"Let's put it this way. What would have been your reaction had this been YEC's who were having to backpedal on a key piece of data? Would you have been so cavalier in your dismissal of it as insignificant?"
I really cannot honestly answer that question, since I cannot imagine a YEC equivalent. For one thing, the peppered moth example is not a key piece of data. Fifty years ago it might have been, as the only study of its type outside a laboratory, but now it is simply one of many studies that confirm the basic principles of natural selection. Even if it were to be proven totally false, this would not refute natural selection, or how it applies to evolution as a whole. For another, it's not backpedaling, since the study still confirms the power of natural selection. Even Majerus asserts this. It's just a matter of uncovering the real cause of the selection, and it's still likely to be some form of predator selection, just one more heavily modified by the moth's true behavior.
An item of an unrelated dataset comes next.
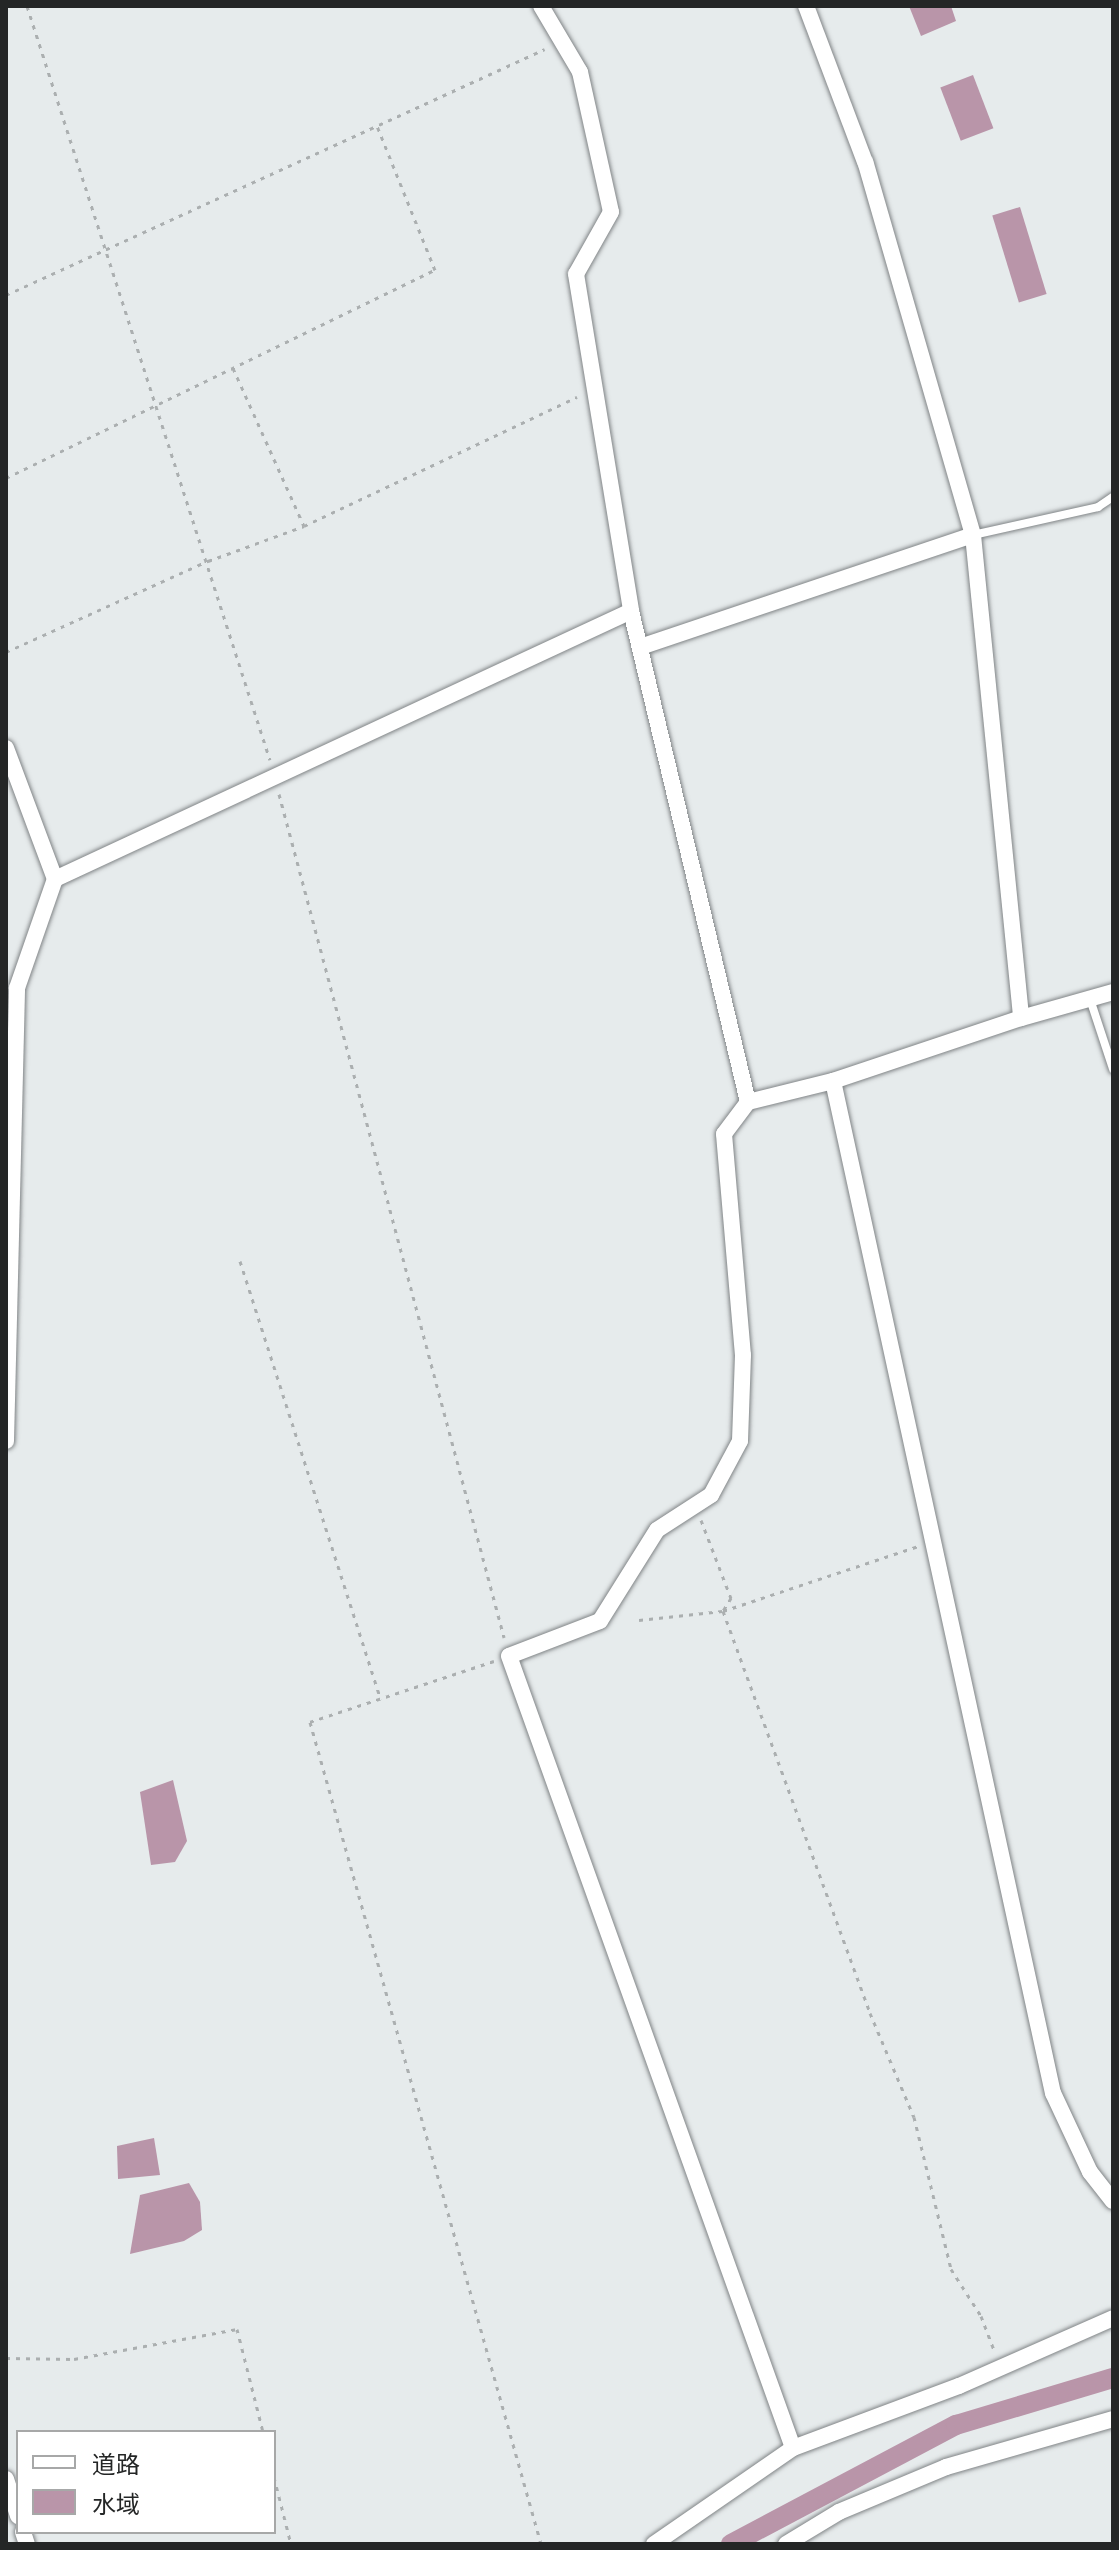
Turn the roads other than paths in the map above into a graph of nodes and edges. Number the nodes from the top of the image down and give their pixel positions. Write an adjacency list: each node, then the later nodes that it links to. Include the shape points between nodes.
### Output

Finally, neither evolution as a whole nor Darwinian natural selection in particular will crash and burn based solely on the outcome of this re-evaluation; there is just too much other evidence supporting evolu
tion for this one example to jeopardize it (assuming of course that the cause wasn't a bored Deity who amused Himself for a 100 years playing with moth genes).
"This is the major example in every biology textbook of how evolution works."
True, and as I've already said it needs to be modified. But as long as it still describes how evolution works, there is no need to get rid of it.
"If it is not correct, that ought to be cause for something besides a stifled yawn...."
Only if it were to contradict evolution, and the review doesn't make that sound likely at all.